2. Become organized. This is especially important for parents who work or who have busy schedules. Staying organized allows you to know where everything in your house is at and can save you valuable time when you are looking for that birth certificate to sign your son up for football. It has gotten to the point that I wash and iron all of my children’s clothes for the week on Sunday night. I am a Nazi when it comes to grocery shopping and getting everything ready the night before. I even take it a step further and put all of my kids items the night before on school days.

3. If things do not go as planned it will be okay, just deal with it. Sometimes you can plan so much that when things go awry you have a nervous breakdown. ALways have a “Plan B, C, or D”. This will give you options and leave you optimistic in a sea of confusion. For example, I thought that my daughter, Little Mama, doctor’s appointment was at 3pm but I had heard the receptionist wrong at it was actually at 2! Did I fret? No, I just went into the office and waited (only about 30 minutes) and just rescheduled my later appointments. Realize crap happens!

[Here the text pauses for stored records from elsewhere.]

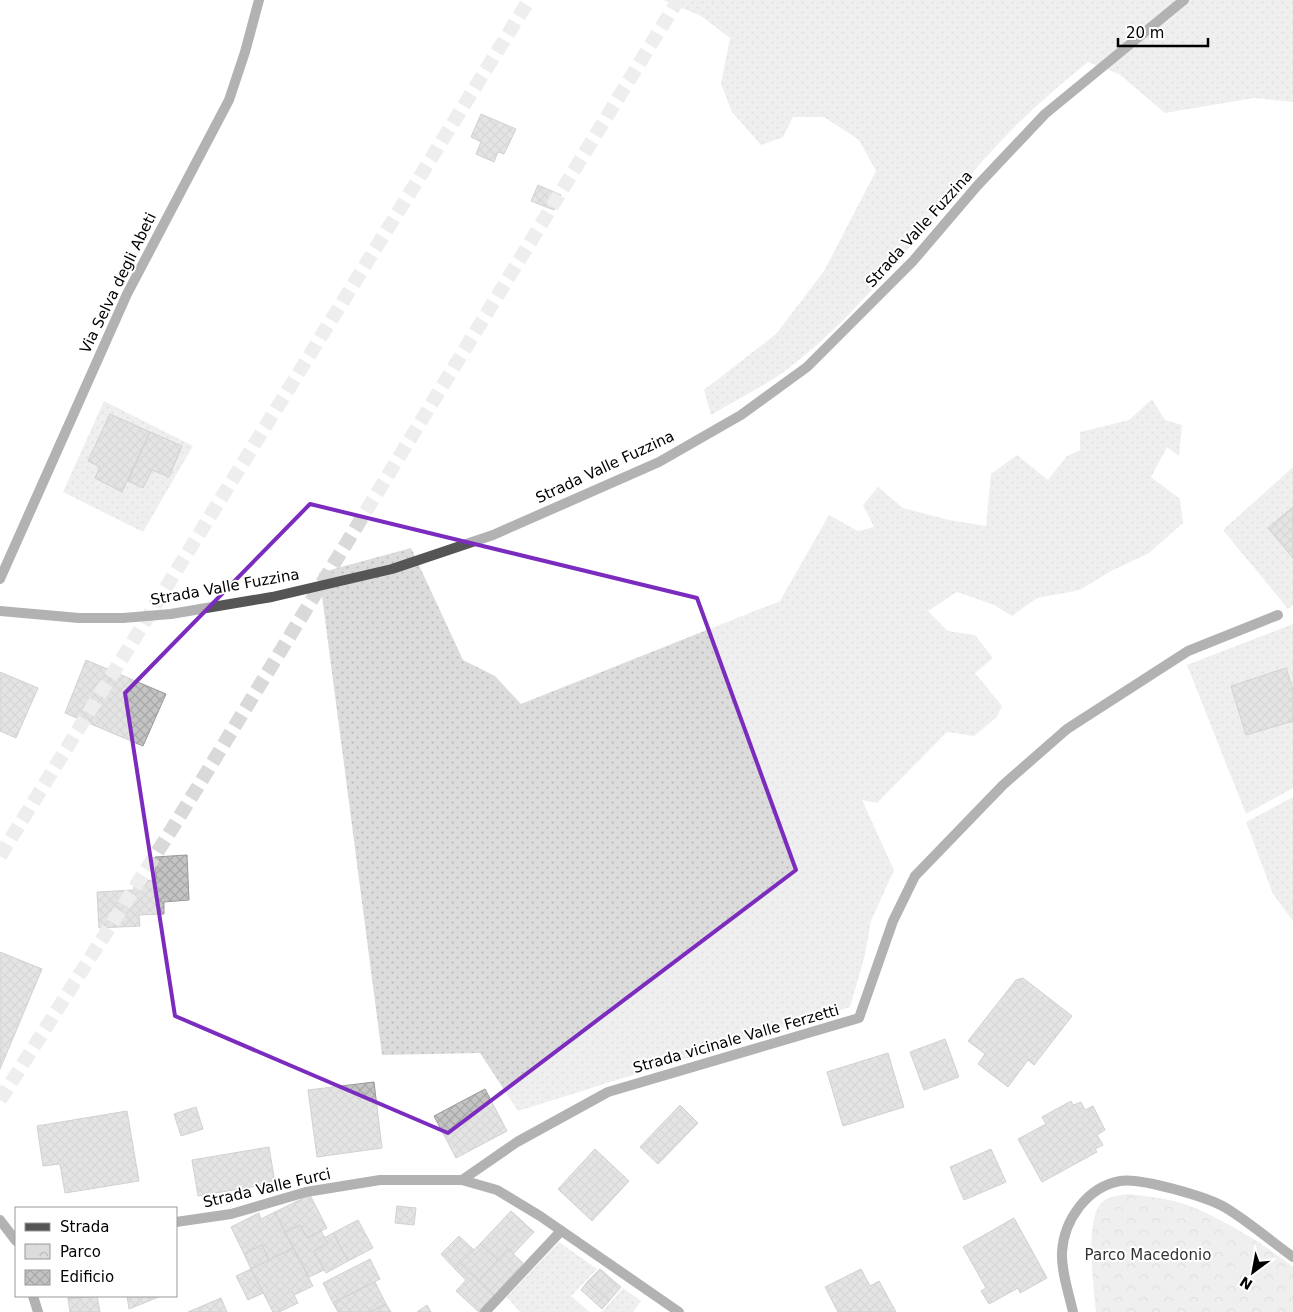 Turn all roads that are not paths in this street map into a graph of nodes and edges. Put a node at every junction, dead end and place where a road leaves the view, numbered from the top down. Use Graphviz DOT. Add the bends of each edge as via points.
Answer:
graph roads {
  1 [pos="259,0"];
  2 [pos="1184,0"];
  3 [pos="0,579"];
  4 [pos="0,611"];
  5 [pos="1278,615"];
  6 [pos="462,1180"];
  7 [pos="0,1220"];
  8 [pos="178,1222"];
  9 [pos="561,1230"];
  10 [pos="15,1239"];
  11 [pos="1293,1257"];
  12 [pos="33,1297"];
  13 [pos="38,1312"];
  14 [pos="485,1312"];
  15 [pos="679,1312"];
  16 [pos="1073,1312"];
  1 -- 3 [label="street, Via Selva degli Abeti" via="229,100 127,294"];
  2 -- 4 [label="street, Strada Valle Fuzzina" via="1045,114 976,186 913,260 808,367 741,415 659,462 493,535 392,569 272,597 171,614 123,618 79,618"];
  5 -- 6 [label="street, Strada vicinale Valle Ferzetti" via="1188,651 1067,729 1002,785 915,876 893,921 859,1018 608,1092 517,1142"];
  6 -- 8 [label="street, Strada Valle Furci" via="380,1180 306,1192 230,1214"];
  6 -- 9 [label="street, Strada Valle Furci" via="497,1190"];
  7 -- 10 [label="street"];
  9 -- 14 [label="street"];
  9 -- 15 [label="street, Strada Valle Furci"];
  11 -- 16 [label="street" via="1226,1207 1188,1193 1121,1180 1094,1192 1083,1201 1067,1227 1062,1253"];
  12 -- 13 [label="street"];
} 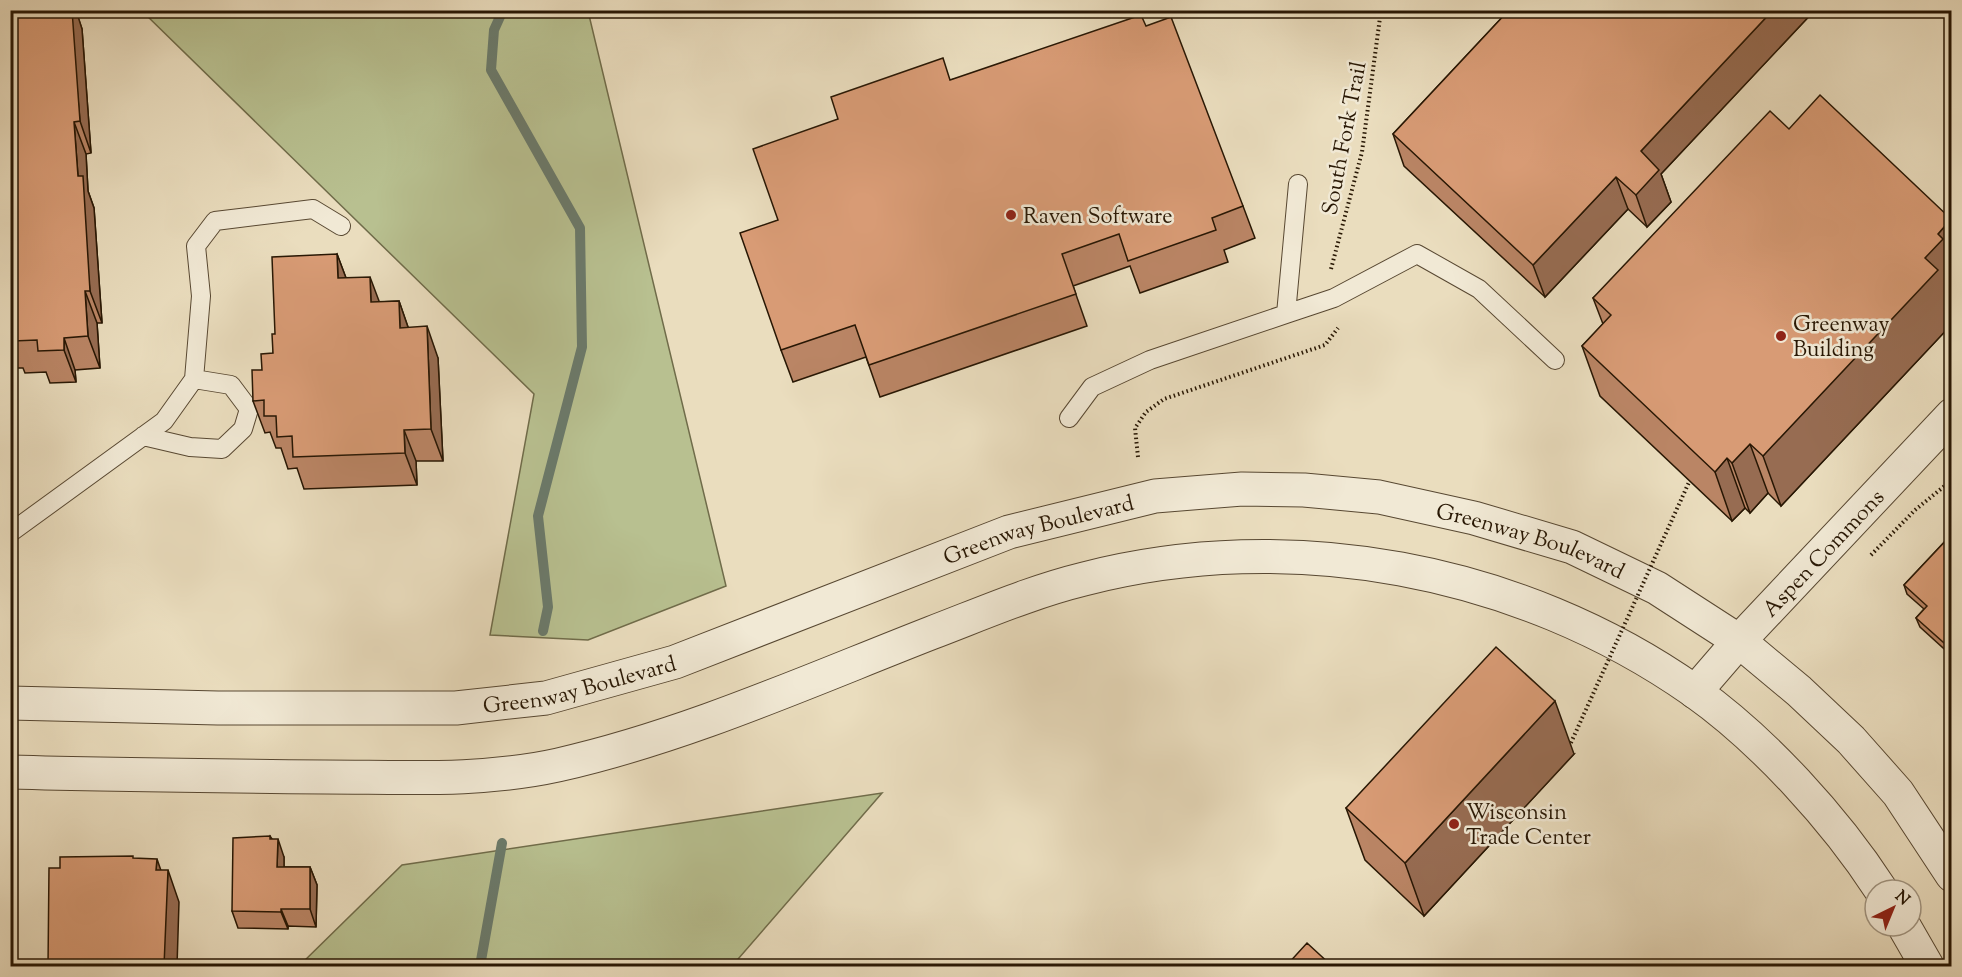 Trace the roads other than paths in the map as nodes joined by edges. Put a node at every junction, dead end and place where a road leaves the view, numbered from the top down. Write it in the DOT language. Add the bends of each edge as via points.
graph roads {
  1 [pos="1298,183"];
  2 [pos="341,226"];
  3 [pos="1286,314"];
  4 [pos="1555,360"];
  5 [pos="194,379"];
  6 [pos="1952,415"];
  7 [pos="1069,418"];
  8 [pos="143,436"];
  9 [pos="10,533"];
  10 [pos="1739,641"];
  11 [pos="1695,692"];
  12 [pos="10,703"];
  13 [pos="10,772"];
  14 [pos="1952,875"];
  15 [pos="1873,878"];
  16 [pos="1911,938"];
  17 [pos="1927,966"];
  1 -- 3 [label="lane"];
  2 -- 5 [label="lane" via="313,208 215,221 196,246 201,296"];
  3 -- 4 [label="lane" via="1334,298 1417,254 1479,289"];
  3 -- 7 [label="lane" via="1150,360 1092,387"];
  5 -- 8 [label="lane" via="164,421"];
  5 -- 8 [label="lane" via="231,385 249,409 243,429 222,449 190,447"];
  6 -- 10 [label="street, Aspen Commons"];
  8 -- 9 [label="lane"];
  10 -- 11 [label="street, Aspen Commons"];
  10 -- 12 [label="street, Greenway Boulevard" via="1657,588 1572,547 1474,518 1379,497 1242,489 1155,496 1009,532 675,662 546,698 456,708"];
  10 -- 14 [label="street, Greenway Boulevard" via="1851,740 1898,793"];
  11 -- 13 [label="street" via="1630,652 1564,620 1480,587 1392,566 1312,558 1191,560 1086,578 1025,597 684,729 552,766 487,776"];
  11 -- 15 [label="street" via="1808,796"];
  16 -- 17 [label="street"];
} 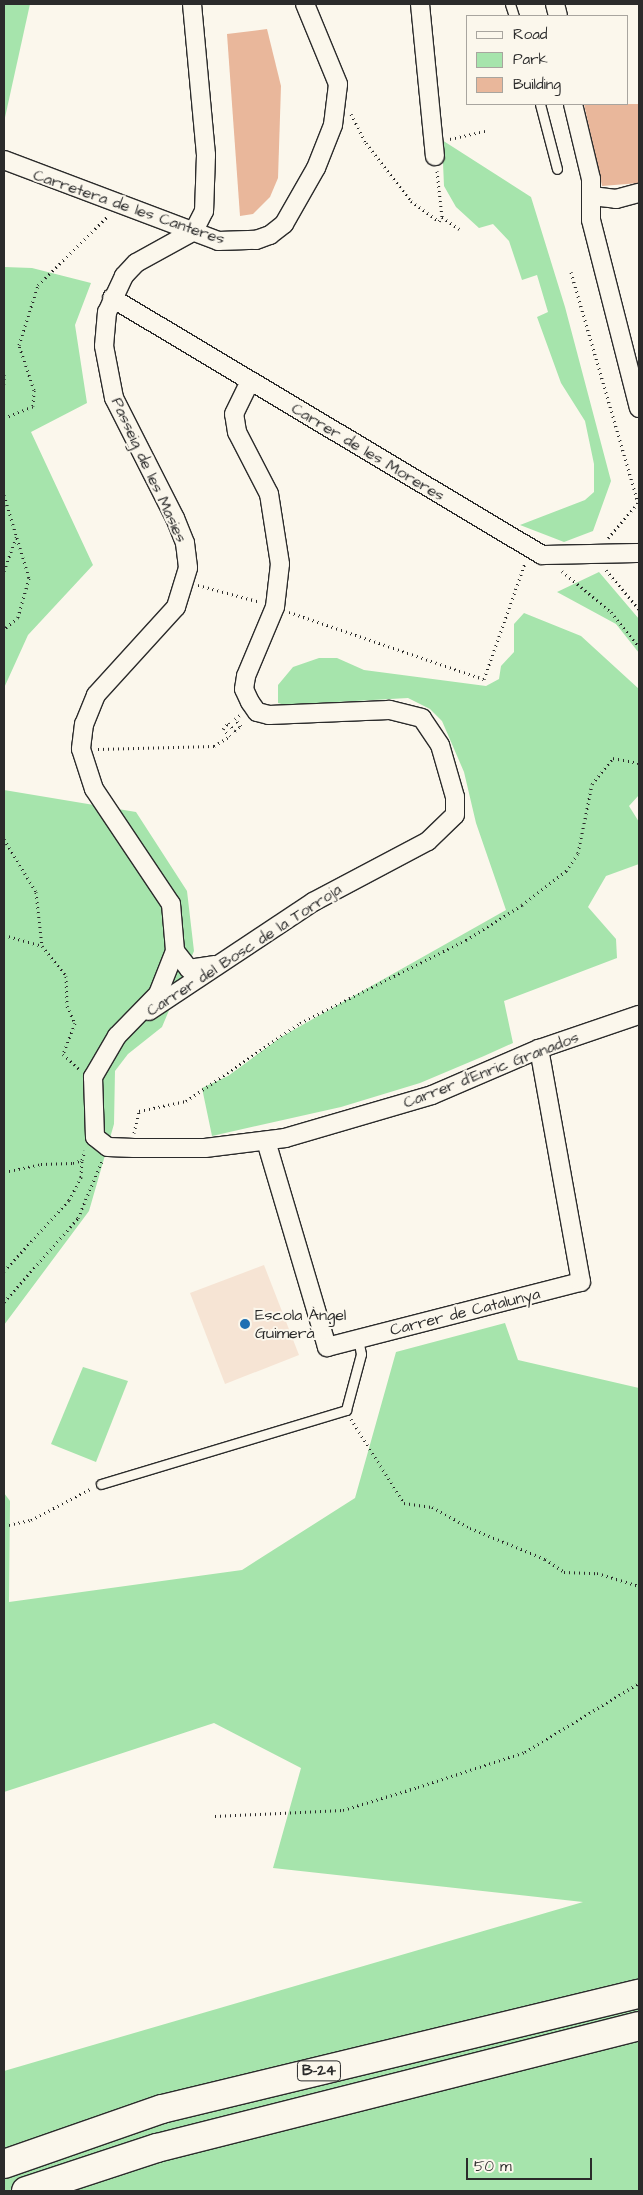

4. Get some help it will allow you some rest time. It was hard for me to realize that sometimes YOU can not do it all. I actually had to hire someone to clean my house and help me with the kids. When  a friend brought this up as an idea I was totally against it. I did not want someone in my house seeing all of my “dirty laundry.” After she cleaned my house, it was like a wave of relief came over me. When she washed, folded and put our laundry up I was in complete bliss. With the economy being so bad, housekeepers and nannies are cheaper–especially if they do not come on a daily basis. So I know look forward to the day the housekeeper is coming!

All in all, using these four points as a starting point to your insanity is crucial to ensure that you can handle all of the responsiblities of living with three kids!

Does this look like you??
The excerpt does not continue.